## Aim of the exercise
Go through the data below. Pull out every line that has the word "Gachibowli".

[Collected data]
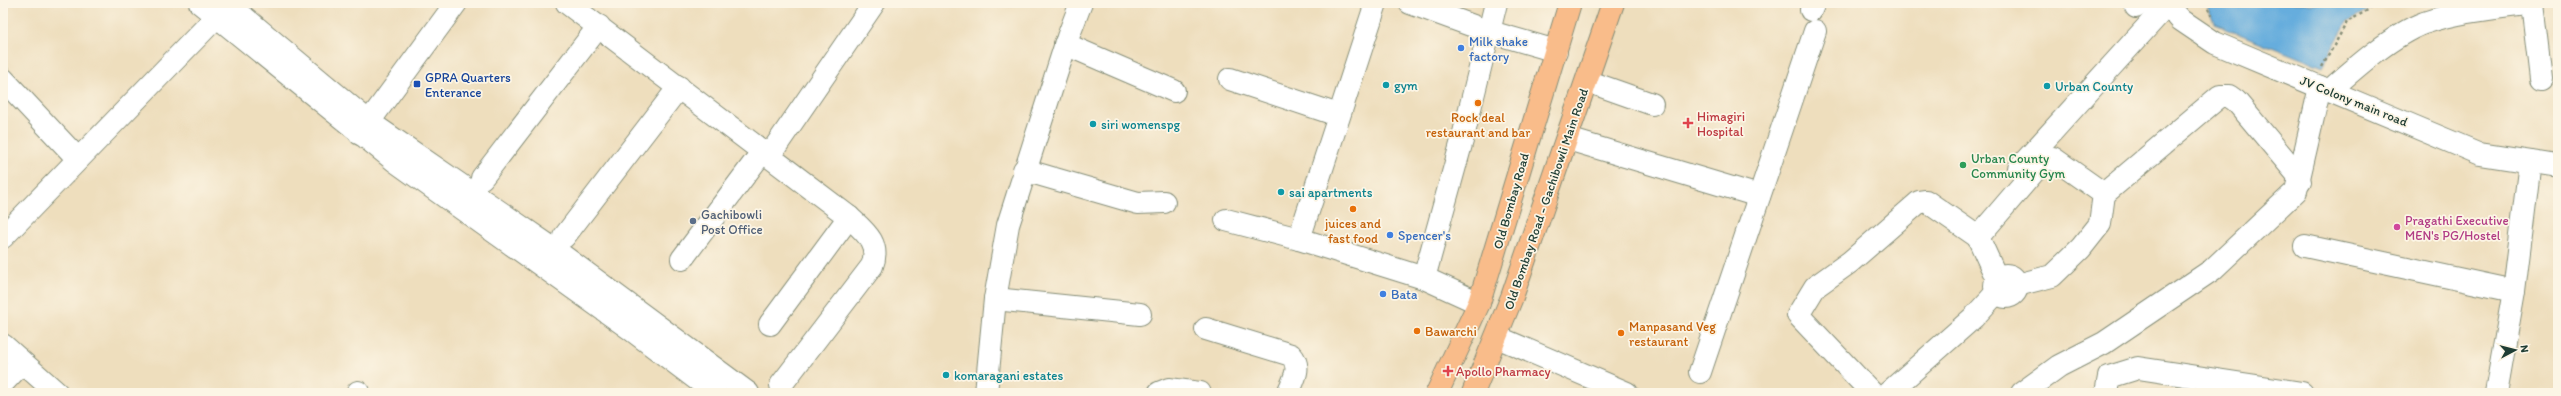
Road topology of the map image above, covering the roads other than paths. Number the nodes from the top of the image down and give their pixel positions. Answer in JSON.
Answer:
{"nodes":[{"id":1,"x":200,"y":3,"type":"edge"},
{"id":2,"x":456,"y":3,"type":"edge"},
{"id":3,"x":567,"y":3,"type":"edge"},
{"id":4,"x":874,"y":3,"type":"edge"},
{"id":5,"x":1081,"y":3,"type":"edge"},
{"id":6,"x":1376,"y":3,"type":"edge"},
{"id":7,"x":1410,"y":3,"type":"edge"},
{"id":8,"x":1496,"y":3,"type":"edge"},
{"id":9,"x":1570,"y":3,"type":"edge"},
{"id":10,"x":1613,"y":3,"type":"edge"},
{"id":11,"x":2533,"y":3,"type":"edge"},
{"id":12,"x":224,"y":9,"type":"edge"},
{"id":13,"x":2162,"y":9,"type":"edge"},
{"id":14,"x":1813,"y":15,"type":"edge"},
{"id":15,"x":599,"y":26,"type":"junction"},
{"id":16,"x":1487,"y":31,"type":"junction"},
{"id":17,"x":1065,"y":44,"type":"junction"},
{"id":18,"x":1556,"y":51,"type":"junction"},
{"id":19,"x":1230,"y":79,"type":"dead end"},
{"id":20,"x":2541,"y":79,"type":"dead end"},
{"id":21,"x":3,"y":80,"type":"edge"},
{"id":22,"x":1587,"y":81,"type":"junction"},
{"id":23,"x":679,"y":87,"type":"junction"},
{"id":24,"x":2324,"y":89,"type":"junction"},
{"id":25,"x":1174,"y":91,"type":"dead end"},
{"id":26,"x":1652,"y":104,"type":"dead end"},
{"id":27,"x":1338,"y":115,"type":"junction"},
{"id":28,"x":365,"y":128,"type":"junction"},
{"id":29,"x":1568,"y":139,"type":"junction"},
{"id":30,"x":766,"y":154,"type":"junction"},
{"id":31,"x":78,"y":159,"type":"junction"},
{"id":32,"x":2530,"y":162,"type":"junction"},
{"id":33,"x":2558,"y":166,"type":"edge"},
{"id":34,"x":1024,"y":170,"type":"junction"},
{"id":35,"x":482,"y":178,"type":"dead end"},
{"id":36,"x":2300,"y":182,"type":"junction"},
{"id":37,"x":2006,"y":183,"type":"dead end"},
{"id":38,"x":2104,"y":194,"type":"junction"},
{"id":39,"x":1759,"y":196,"type":"junction"},
{"id":40,"x":1164,"y":202,"type":"dead end"},
{"id":41,"x":849,"y":217,"type":"junction"},
{"id":42,"x":1226,"y":220,"type":"dead end"},
{"id":43,"x":3,"y":237,"type":"edge"},
{"id":44,"x":1978,"y":237,"type":"junction"},
{"id":45,"x":564,"y":238,"type":"dead end"},
{"id":46,"x":1299,"y":239,"type":"junction"},
{"id":47,"x":2305,"y":246,"type":"dead end"},
{"id":48,"x":682,"y":259,"type":"dead end"},
{"id":49,"x":1424,"y":278,"type":"junction"},
{"id":50,"x":2004,"y":285,"type":"junction"},
{"id":51,"x":2514,"y":291,"type":"junction"},
{"id":52,"x":995,"y":299,"type":"junction"},
{"id":53,"x":1479,"y":303,"type":"junction"},
{"id":54,"x":1140,"y":314,"type":"dead end"},
{"id":55,"x":770,"y":324,"type":"dead end"},
{"id":56,"x":1206,"y":329,"type":"dead end"},
{"id":57,"x":1497,"y":337,"type":"junction"},
{"id":58,"x":3,"y":346,"type":"edge"},
{"id":59,"x":22,"y":363,"type":"junction"},
{"id":60,"x":1700,"y":372,"type":"dead end"},
{"id":61,"x":3,"y":383,"type":"edge"},
{"id":62,"x":781,"y":385,"type":"dead end"},
{"id":63,"x":57,"y":393,"type":"edge"},
{"id":64,"x":715,"y":393,"type":"edge"},
{"id":65,"x":748,"y":393,"type":"edge"},
{"id":66,"x":986,"y":393,"type":"edge"},
{"id":67,"x":1159,"y":393,"type":"edge"},
{"id":68,"x":1200,"y":393,"type":"edge"},
{"id":69,"x":1288,"y":393,"type":"edge"},
{"id":70,"x":1437,"y":393,"type":"edge"},
{"id":71,"x":1473,"y":393,"type":"edge"},
{"id":72,"x":1627,"y":393,"type":"edge"},
{"id":73,"x":1872,"y":393,"type":"edge"},
{"id":74,"x":1888,"y":393,"type":"edge"},
{"id":75,"x":2022,"y":393,"type":"edge"},
{"id":76,"x":2106,"y":393,"type":"edge"},
{"id":77,"x":2302,"y":393,"type":"edge"},
{"id":78,"x":2496,"y":393,"type":"edge"}],
"edges":[{"from":1,"to":12,"type":"street"},
{"from":2,"to":28,"type":"street"},
{"from":3,"to":15,"type":"street"},
{"from":4,"to":30,"type":"street"},
{"from":5,"to":17,"type":"street"},
{"from":6,"to":27,"type":"street"},
{"from":7,"to":16,"type":"street"},
{"from":8,"to":16,"type":"street"},
{"from":9,"to":18,"type":"main road","name":"Old Bombay Road"},
{"from":10,"to":22,"type":"main road","name":"Old Bombay Road - Gachibowli Main Road"},
{"from":11,"to":20,"type":"street"},
{"from":11,"to":24,"type":"street"},
{"from":12,"to":28,"type":"street"},
{"from":12,"to":31,"type":"street"},
{"from":13,"to":24,"type":"street","name":"JV Colony main road"},
{"from":13,"to":37,"type":"street"},
{"from":14,"to":39,"type":"street"},
{"from":15,"to":23,"type":"street"},
{"from":15,"to":35,"type":"street"},
{"from":16,"to":18,"type":"street"},
{"from":16,"to":49,"type":"street"},
{"from":17,"to":25,"type":"street"},
{"from":17,"to":34,"type":"street"},
{"from":18,"to":53,"type":"main road","name":"Old Bombay Road"},
{"from":19,"to":27,"type":"street"},
{"from":21,"to":31,"type":"street"},
{"from":22,"to":26,"type":"street"},
{"from":22,"to":29,"type":"main road","name":"Old Bombay Road - Gachibowli Main Road"},
{"from":23,"to":30,"type":"street"},
{"from":23,"to":45,"type":"street"},
{"from":24,"to":32,"type":"street","name":"JV Colony main road"},
{"from":24,"to":36,"type":"street"},
{"from":27,"to":46,"type":"street"},
{"from":28,"to":64,"type":"street"},
{"from":28,"to":65,"type":"street"},
{"from":29,"to":39,"type":"street"},
{"from":29,"to":57,"type":"main road","name":"Old Bombay Road - Gachibowli Main Road"},
{"from":30,"to":41,"type":"street"},
{"from":30,"to":48,"type":"street"},
{"from":31,"to":43,"type":"street"},
{"from":32,"to":33,"type":"street","name":"JV Colony main road"},
{"from":32,"to":51,"type":"street"},
{"from":34,"to":40,"type":"street"},
{"from":34,"to":52,"type":"street"},
{"from":36,"to":38,"type":"street"},
{"from":36,"to":75,"type":"street"},
{"from":38,"to":44,"type":"street"},
{"from":38,"to":50,"type":"street"},
{"from":39,"to":60,"type":"street"},
{"from":41,"to":55,"type":"street"},
{"from":41,"to":62,"type":"street"},
{"from":42,"to":46,"type":"street"},
{"from":44,"to":50,"type":"street"},
{"from":44,"to":73,"type":"street"},
{"from":46,"to":49,"type":"street"},
{"from":47,"to":51,"type":"street"},
{"from":49,"to":53,"type":"street"},
{"from":50,"to":74,"type":"street"},
{"from":51,"to":78,"type":"street"},
{"from":52,"to":54,"type":"street"},
{"from":52,"to":66,"type":"street"},
{"from":53,"to":70,"type":"main road","name":"Old Bombay Road"},
{"from":56,"to":69,"type":"street"},
{"from":57,"to":71,"type":"main road","name":"Old Bombay Road - Gachibowli Main Road"},
{"from":57,"to":72,"type":"street"},
{"from":58,"to":59,"type":"street"},
{"from":59,"to":61,"type":"street"},
{"from":59,"to":63,"type":"street"},
{"from":67,"to":68,"type":"street"},
{"from":76,"to":77,"type":"street"}]}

## Exercise answer
{"from":10,"to":22,"type":"main road","name":"Old Bombay Road - Gachibowli Main Road"},
{"from":22,"to":29,"type":"main road","name":"Old Bombay Road - Gachibowli Main Road"},
{"from":29,"to":57,"type":"main road","name":"Old Bombay Road - Gachibowli Main Road"},
{"from":57,"to":71,"type":"main road","name":"Old Bombay Road - Gachibowli Main Road"},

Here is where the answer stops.